J'ai marché, sous la coupe de l'abandon,
Durant des heures, dans cette ville
Qui ne peut être ma ville
(Etant trop grande, trop anonyme)
(Et où je n'ai pas passé mon enfance)
Mais qui fut une école, buissonnière,
Un dortoir, une fête, la matrice d'un cauchemar
Et sa tombe (qu'elle reste à jamais scellée),
Une page vierge sur laquelle je fis gicler l'encre
Furieuse de ma jeunesse, tétant
De nombreux alcools, vu déformé à travers
Le verre d'une bouteille par les anges,
Qui me jugèrent - probablement - indignes d'eux.
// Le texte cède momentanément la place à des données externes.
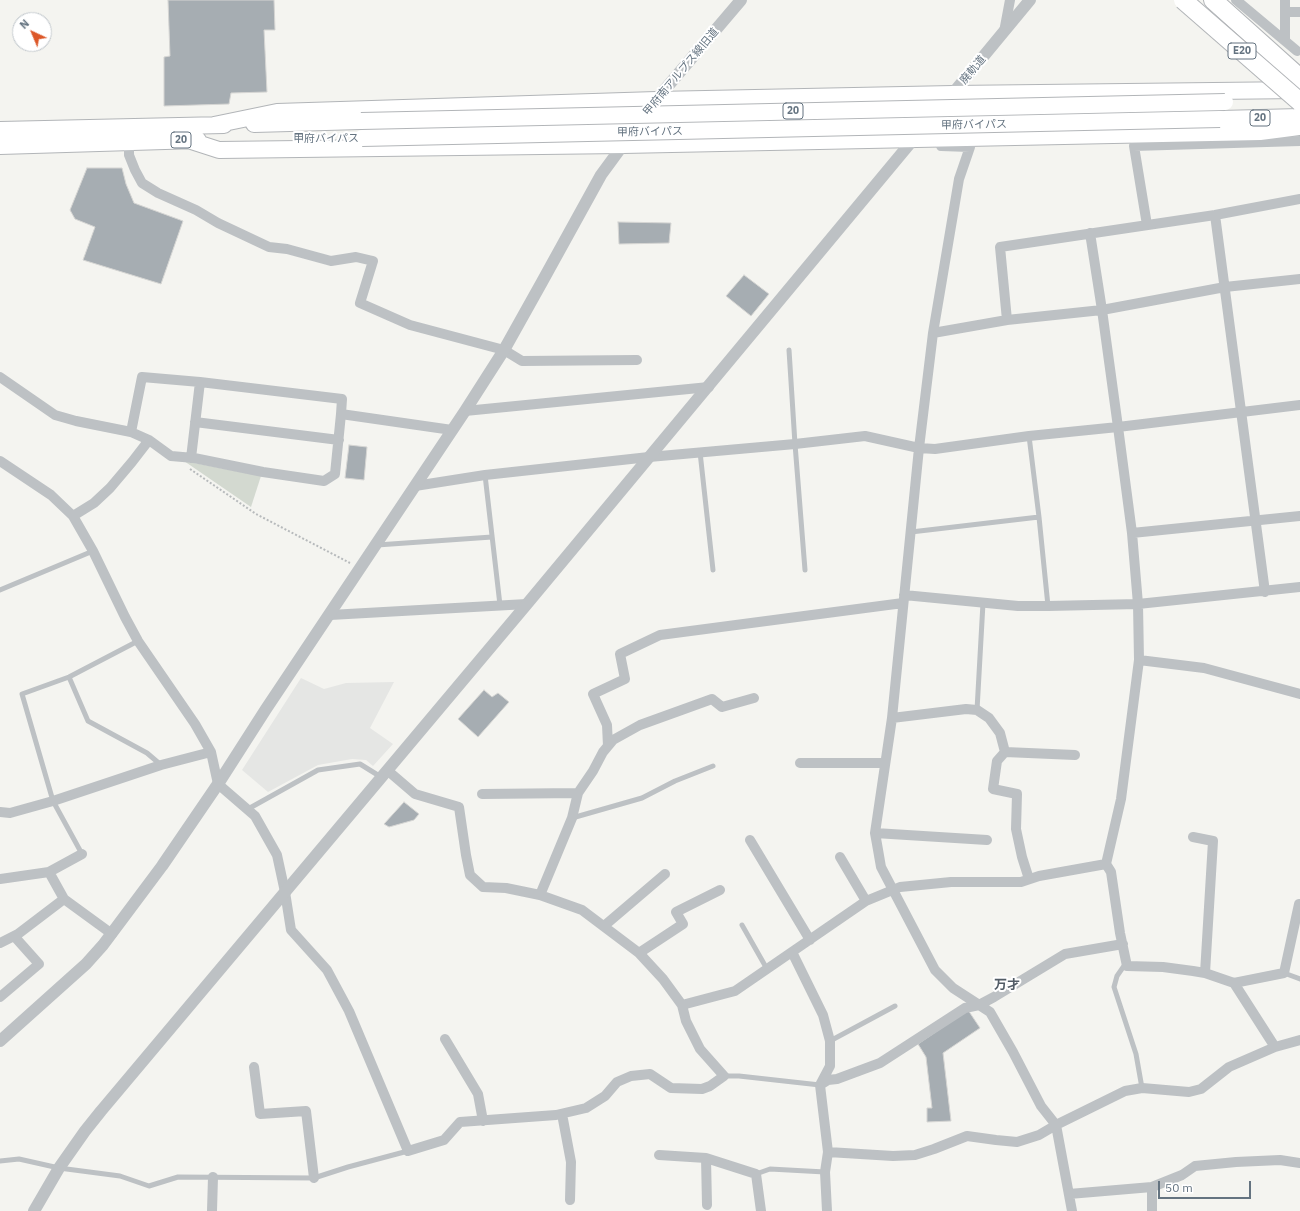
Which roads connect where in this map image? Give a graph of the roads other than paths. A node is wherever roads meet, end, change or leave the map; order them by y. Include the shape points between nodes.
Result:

Je suis descendu le long de ses quais,
Quand le soleil désertait, en me trouvant
Interdit de penser à une seule idée glorieuse -
Sur un banc, en plein boulevard, je m'arrêtais
Conscient que là aussi je n'étais qu'un sédiment
Humain charrié bon gré mal gré par le
Grand Fleuve - et je replongeais dans l'ivresse
Qui m'excusais de ne pas être, déjà, devenu
Quelqu'un ; et je repartais, pour une heure,
Sans savoir si je tomberai enfin d'accord
Au coin d'une rue avec le nom d'un objet,
Projeté mollement jusqu'à un mur sale,
Lardé d'affiches délavées, lacérées par les griffes
De quelque animal rendu fou par son désir.
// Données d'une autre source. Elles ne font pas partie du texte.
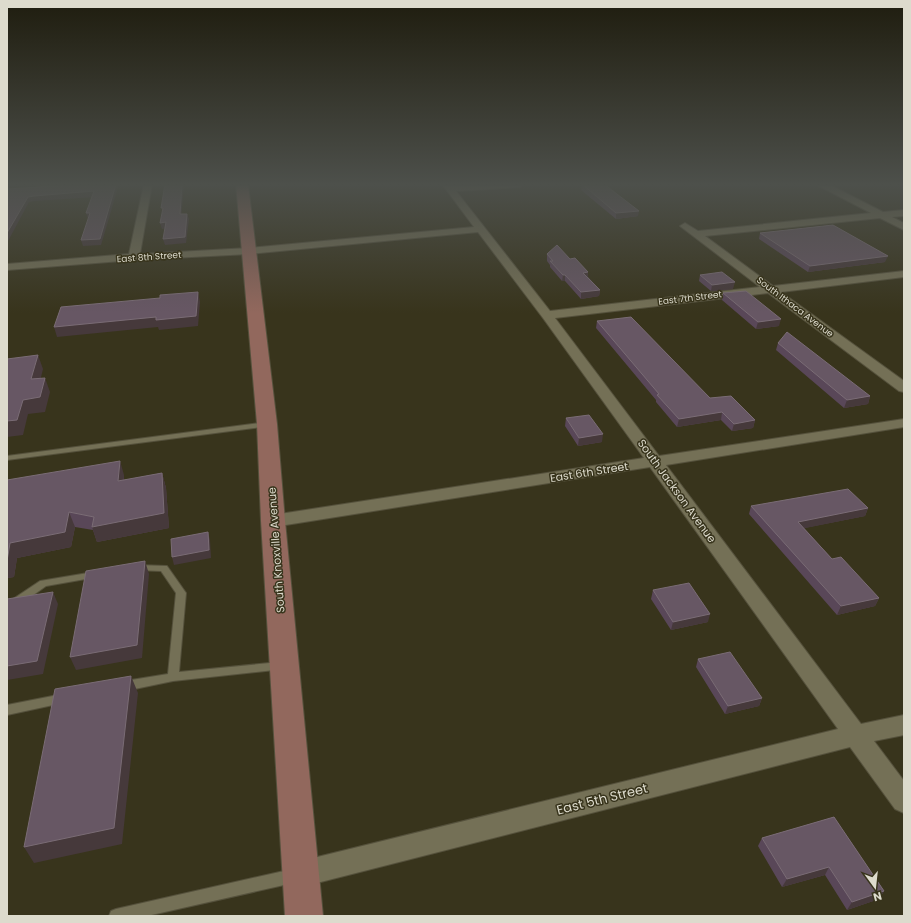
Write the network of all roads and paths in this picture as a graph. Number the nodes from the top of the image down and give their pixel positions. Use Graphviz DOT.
graph roads {
  1 [pos="140,227"];
  2 [pos="247,227"];
  3 [pos="686,227"];
  4 [pos="767,227"];
  5 [pos="482,229"];
  6 [pos="695,234"];
  7 [pos="249,251"];
  8 [pos="134,257"];
  9 [pos="7,267"];
  10 [pos="904,274"];
  11 [pos="771,289"];
  12 [pos="547,315"];
  13 [pos="904,388"];
  14 [pos="904,423"];
  15 [pos="267,424"];
  16 [pos="7,458"];
  17 [pos="655,462"];
  18 [pos="273,521"];
  19 [pos="128,570"];
  20 [pos="105,573"];
  21 [pos="7,608"];
  22 [pos="285,666"];
  23 [pos="173,677"];
  24 [pos="112,689"];
  25 [pos="75,696"];
  26 [pos="7,710"];
  27 [pos="904,725"];
  28 [pos="856,735"];
  29 [pos="904,801"];
  30 [pos="301,874"];
  31 [pos="116,916"];
  32 [pos="304,916"];
  1 -- 8 [label="street"];
  2 -- 7 [label="main road, South Knoxville Avenue"];
  3 -- 6 [label="street, South Ithaca Avenue"];
  4 -- 6 [label="street"];
  5 -- 7 [label="street, East 8th Street"];
  5 -- 12 [label="street, South Jackson Avenue"];
  6 -- 11 [label="street, South Ithaca Avenue"];
  7 -- 8 [label="street, East 8th Street"];
  7 -- 15 [label="main road, South Knoxville Avenue"];
  8 -- 9 [label="street, East 8th Street"];
  10 -- 11 [label="street, East 7th Street"];
  11 -- 12 [label="street, East 7th Street"];
  11 -- 13 [label="street, South Ithaca Avenue"];
  12 -- 17 [label="street, South Jackson Avenue"];
  14 -- 17 [label="street, East 6th Street"];
  15 -- 16 [label="lane"];
  15 -- 18 [label="main road, South Knoxville Avenue"];
  17 -- 18 [label="street, East 6th Street"];
  17 -- 28 [label="street, South Jackson Avenue"];
  18 -- 22 [label="main road, South Knoxville Avenue"];
  19 -- 23 [label="lane"];
  20 -- 21 [label="lane"];
  22 -- 23 [label="lane"];
  22 -- 30 [label="main road, South Knoxville Avenue"];
  23 -- 24 [label="lane"];
  25 -- 26 [label="lane"];
  27 -- 28 [label="street, East 5th Street"];
  28 -- 29 [label="street, South Jackson Avenue"];
  28 -- 30 [label="street, East 5th Street"];
  30 -- 31 [label="lane"];
  30 -- 32 [label="main road, South Knoxville Avenue"];
}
J'humais l'odeur de la lutte avant de m'en
Débarrasser, en même temps que de toute maturité,
En fonçant tête baissée dans le vent salutaire
Du soir, qui souffle parfois sur les villes
A cause des avenues, ces déchirures de l'ordre,
Et l'ivresse devenait merveilleuse, bien plus vaste,
On aurait dit que la ville entière soufflait
Autour de nous : marcheurs, clochards, automobilistes,
D'une haleine renouvelée, d'une pollution inédite -
Ha, ce n'était pas alors ma ville, mais La ville,
La ville unique où l'homme ne peut plus faire
Autrement que de bouillonner, mélangé à tant
D'êtres et d'êtres vieux, fatigués, jamais sortis
De leur cocon, milliers de larves infusant
Dans ce qui serait le creuset d'un alchimiste invisible,
Qui, ayant trouvé l'union de sa moitié parfaite,
Décanterai là d'un amour pur, à jamais inconnu
De nous...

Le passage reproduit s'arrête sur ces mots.